- Born: Katie Sushila Ratna Ghose 1970 (age 55–56) Shoreham by Sea, Sussex, England, UK
- Alma mater: Somerville College, Oxford
- Known for: charity chief executive

= Katie Ghose =

Electoral reform campaigner

Katie Sushila Ratna Ghose (born July 1970) is a British charity chief executive and campaigner. In May 2026 she was appointed chief executive of the Refugee Council, a national charity for refugees and people seeking asylum in England.

She was previously Chief Executive of KIDS, the Women's Aid Federation of England and the Electoral Reform Society.
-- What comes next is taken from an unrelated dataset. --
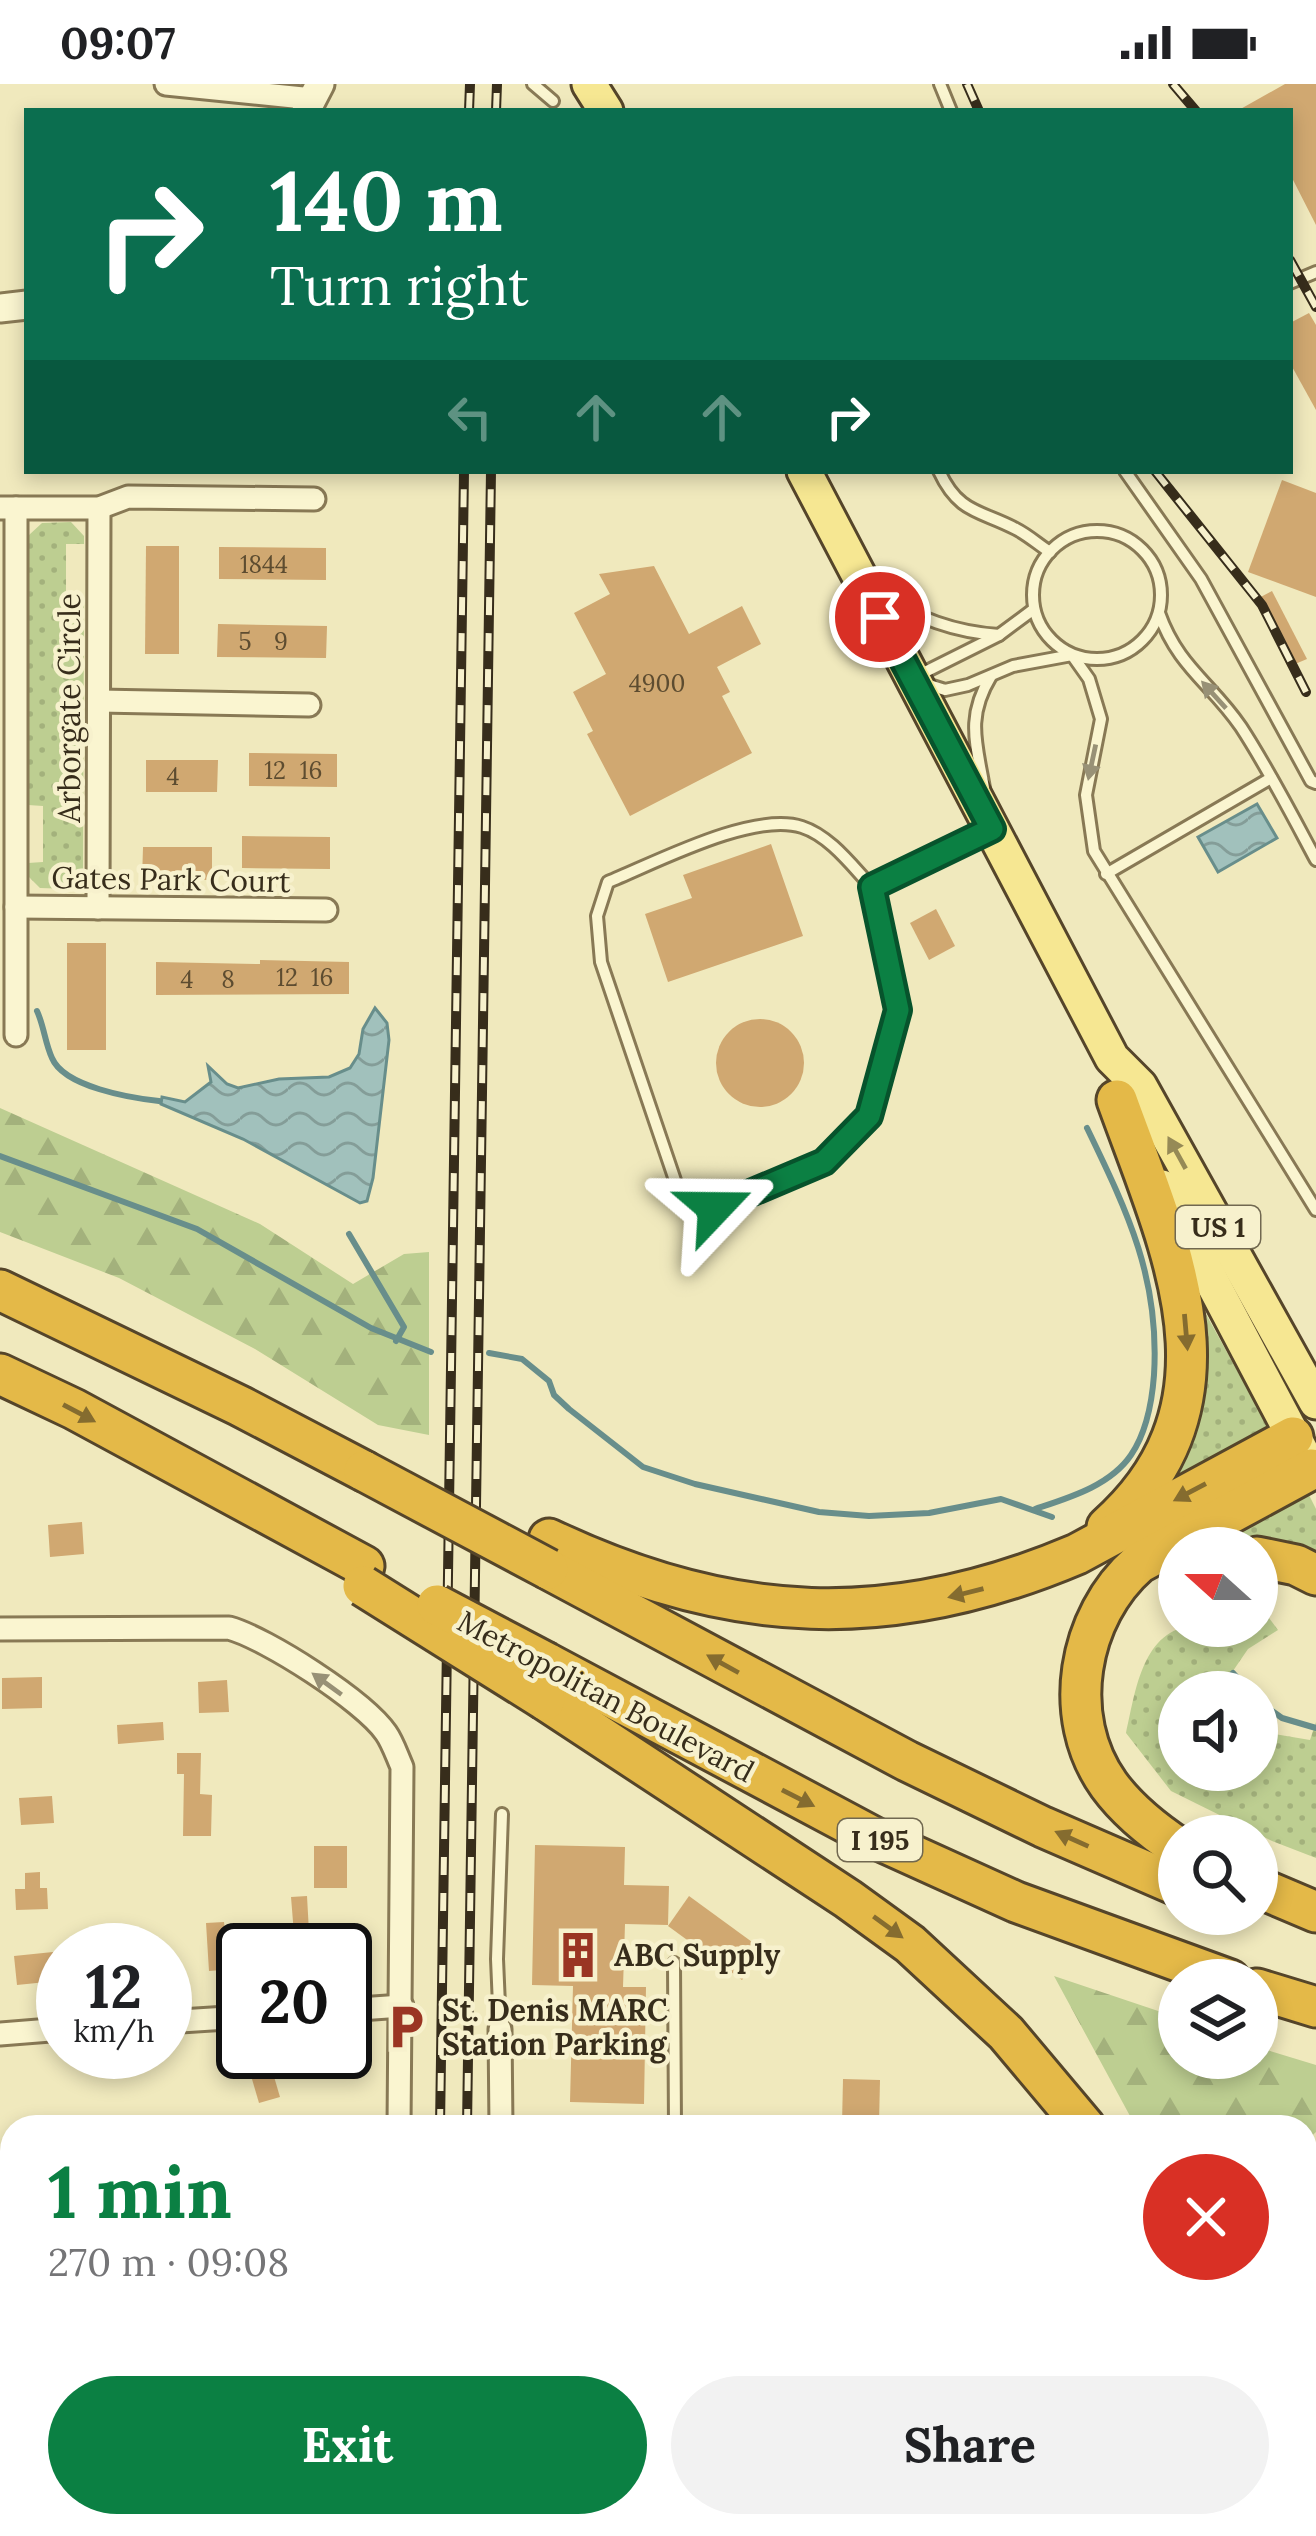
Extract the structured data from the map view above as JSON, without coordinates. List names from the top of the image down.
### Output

==Personal life and education==
Ghose was born in Shoreham by Sea, Sussex, to an Indian father and English mother. She went to Boundstone Community College in Lancing, Sussex and Brighton, Hove & Sussex Sixth Form College. Ghose read law at Somerville College, Oxford. During her time at Oxford, she was editor of the student newspaper Cherwell. She then studied for a master's degree in Political Science at the University of California, Riverside.

==Career==

In the early part of her career Ghose worked in politics, law and charities. She worked as a parliamentary researcher and senior caseworker for a Labour MP Greville Janner (1992–1994) and was then Parliamentary Officer for the National Association of Citizens Advice Bureau (1994–1995). Ghose qualified and practised as a barrister (1997–1999), specialising in immigration, family and Human Rights law. Following her two-year law career she wrote Beyond the Courtroom: a lawyer's guide to campaigning, which was published by the Legal Action Group in 2005.

On her return to the charity sector Ghose worked for the Child Accident Prevention Trust (1999–2000) and for Age Concern (2000–2005) as their National Campaigns and Parliamentary Affairs Manager, leading campaigns to protect older workers from discrimination and to oppose unfair hospital charges.

In 2005 she was appointed Director of the British Institute of Human Rights, providing charities, hospitals and care homes with practical support and training about human rights in England.

She joined the Electoral Reform Society as Chief Executive in 2010, and was a regular media commentator on elections and voter disengagement.

Ghose is a council member of St George's House, Windsor Castle and was a trustee from 2019-2025. In 2025 she was appointed co-Chair of Womankind Worldwide. She was an independent council member of the University of Sussex (2015-2024), a board member of the US democracy group Fair Vote (2010–2017), a trustee and Company Secretary of Stonewall (2005–2011), and was chair of two charities, Asylum Aid (1997–1999) and Bail for Immigration Detainees (2002–2004). She also served as a Commissioner on the Independent Asylum Commission from 2006 to 2008.

She became Chief Executive of the Refugee Council in 2026.

==Politics==

Ghose served as CEO of Women's Aid from 2017 to 2019. She left by mutual agreement after video emerged of her online thanking UKIP and particularly the party's then-MP Douglas Carswell for their support for electoral reform .

After serving as a parliamentary aide to Labour MP Greville Janner Ghose sought selection as a Labour Party Parliamentary candidate in a number of constituencies prior to the 2015 general election. Her applications to represent constituencies as diverse as Grimsby, Stoke-on-Trent North, Brighton Kemptown and York were all unsuccessful.

==2011 AV referendum==

Ghose became Chief Executive of the Electoral Reform Society in the autumn of 2010, during which she worked for six months as chair of the unsuccessful 'Yes! to Fairer Votes' campaign.